The leading pack was whittled down further to 28 runners by 15km, reached in 45:03. At that point, potential podium contenders, Kenya’s James Mwangi, Morocco’s Hafid Chani and Japan’s Noritaka Fujiyama had already fallen away. 

Just before 20km, which was reached in 1:00:04, the big surprise was that Kenya’s Joseph Gitau, the 2012 Fukuoka Marathon champion in 2:06:58, had also fallen off the lead pack. After the Japanese pair of Yuki Kawauchi and Yoshinori Oda also left the lead pack in the next few kilometres, by 26km only nine runners, including two pace makers, were left at the front.

The three pacemakers exited the race at 30km, which left just three men running together at the front: Kipruto, Worku and later Japan’s Satoru Sasaki who caught up with the leading pair at 33km.

Most people expected Kipruto and Worku, the two fastest men in the field, to speed up in the final quarter of the race, with a hope of seeing Wilson Kipsang’s three-year-old course record of 2:06:13 being broken.

But surprisingly, the leading trio played cat-and-mouse with each other over the next 10km. The 30-35km 5km split was covered in a pedestrian 15:50 and 35km was reached in 1:46:19. The 35-40km section was even slower at 16:06, with the time at 40km being 2:02:25.

Worku went through a bad patch just after 35km and was briefly left behind by Sasaki and Kipruto but then worked his way back to catch the leaders one kilometre later, and then made his decisive surge just after 40km.

Worku weather worries

“I had a problem with bad blister on my left heel,” Bazu explained at the post-race press conference, showing off his damaged foot.

“Although the wind was not a problem for me, the humidity was,” he added, trying to explain why the times were relatively modest. Coming from arid Ethiopia, Worku was not ready for the humid Japanese conditions after it rained the night before and was cloudy at the start.

Sasaki passed Kipruto on the track 300m from the finish and was second in 2:09:47, nearly two minutes faster than his previous personal best of 2:11:28.

“The pace was quite good until 30km and I also had a lot left at that point, so I could not be completely happy because I could have run a faster time. However, since I, at least, achieved my foremost goal of running a sub-2:10 marathon, I have to say that I am content,” said Sasaki.

The defending champion Kipruto finished a disappointed third in 2:09:54. When Bazu Worku surged Kipruto had no response and he took 7:29 for the final 2.195km.

Japan’s big hope Yuki Kawauchi started to fall off the lead pack just beyond 22km, but he still ran a tenacious and well-timed race and picked off the faltering runners one by one in the final 10km to eventually finish fourth in 2:10:38.

Two weeks ago, the prolific Kawauchi won the Kumamoto Castle Marathon in 2:10:14. 

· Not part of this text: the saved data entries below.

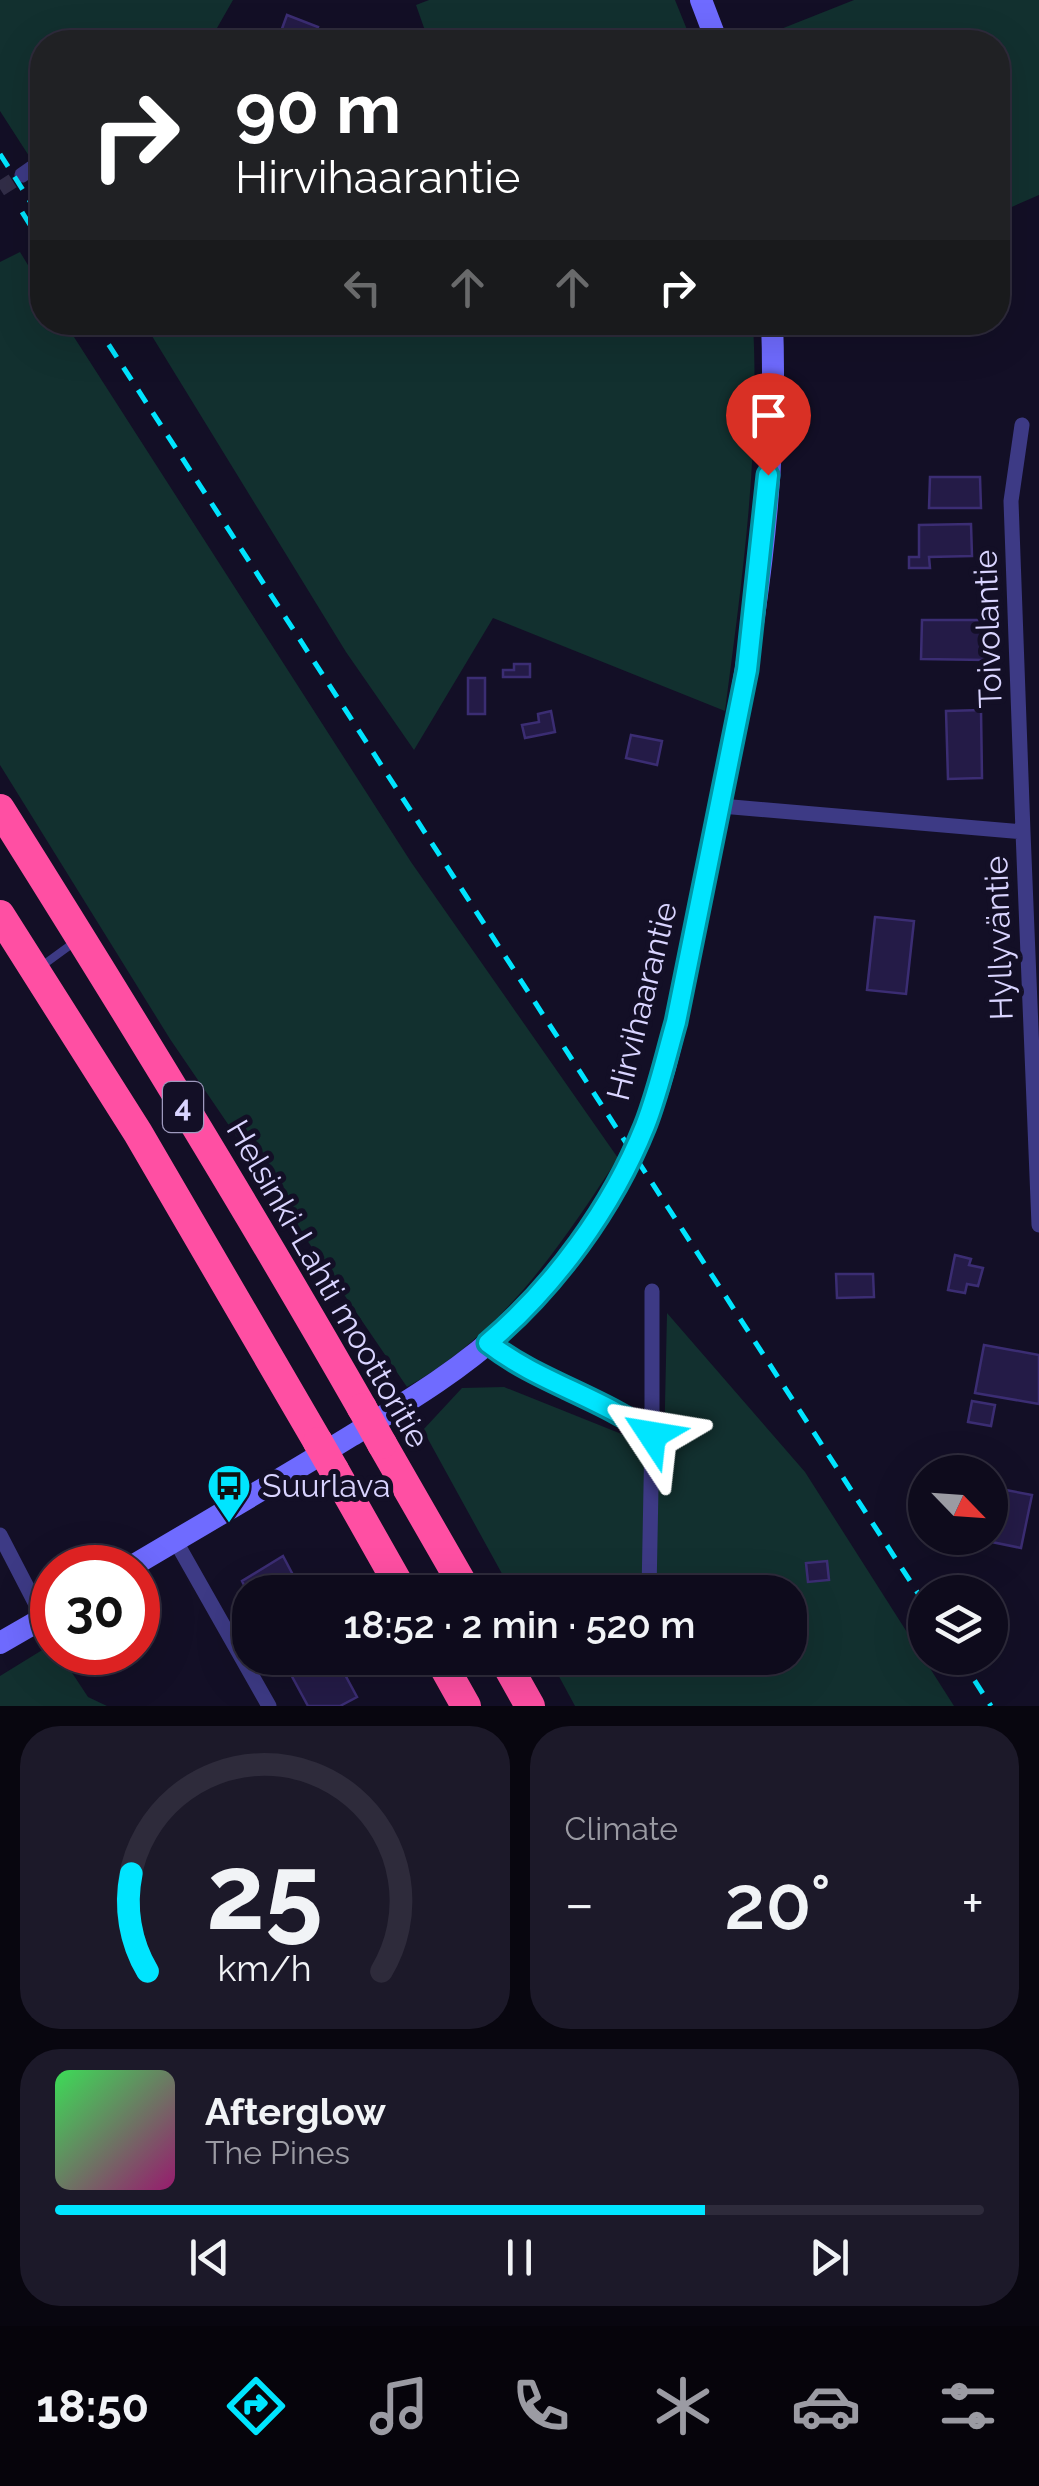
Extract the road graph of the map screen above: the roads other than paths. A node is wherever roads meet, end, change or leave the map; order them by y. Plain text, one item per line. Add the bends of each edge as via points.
1 (701, 0) edge
2 (712, 30) edge
3 (30, 169) edge
4 (22, 175) tunnel mouth
5 (772, 335) edge
6 (1022, 425) dead end
7 (721, 806) junction
8 (0, 809) edge
9 (1022, 832) junction
10 (0, 915) edge
11 (81, 938) junction
12 (36, 970) junction
13 (1039, 1225) edge
14 (652, 1291) dead end
15 (488, 1343) junction
16 (652, 1435) junction
17 (0, 1535) edge
18 (175, 1540) junction
19 (160, 1549) edge
20 (392, 1575) edge
21 (457, 1575) edge
22 (649, 1575) edge
23 (30, 1585) edge
24 (30, 1626) edge
25 (0, 1644) edge
26 (428, 1675) edge
27 (449, 1675) edge
28 (513, 1675) edge
29 (269, 1706) edge
30 (442, 1706) edge
31 (466, 1706) edge
32 (530, 1706) edge

1 - 2 street
3 - 4 street
5 - 7 street, Hirvihaarantie via 752,641
6 - 9 street, Toivolantie via 1012,501
7 - 9 street, Hyllyväntie
7 - 15 street, Hirvihaarantie via 676,1022 645,1125 582,1240
8 - 11 highway, Helsinki-Lahti moottoritie / 4
9 - 13 street, Hyllyväntie
10 - 12 highway, 4
11 - 12 lane
11 - 21 highway, Helsinki-Lahti moottoritie / 4, bridge via 292,1285
12 - 20 highway, 4, bridge via 138,1133
14 - 16 street
15 - 16 street
15 - 18 street, Hirvihaarantie via 418,1395
16 - 22 street
17 - 23 street
18 - 19 street, Hirvihaarantie
18 - 29 street
24 - 25 street
26 - 30 highway
27 - 31 highway
28 - 32 highway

Before the Lake Biwa race, the legendary marathon runner Toshihiko Seko, a former Lake Biwa winner himself, criticized Kawauchi's racing programme and plans. “If he wants to run 2:07 (in Lake Biwa), then he should not have run the Kumamoto marathon so hard.”

Seko’s comments turned into grim reality at about 20km, when Kawauchi started to grimace a lot. “The race was hard for me already at 10km. I was sweating profusely already by then,” admitted Kawauchi.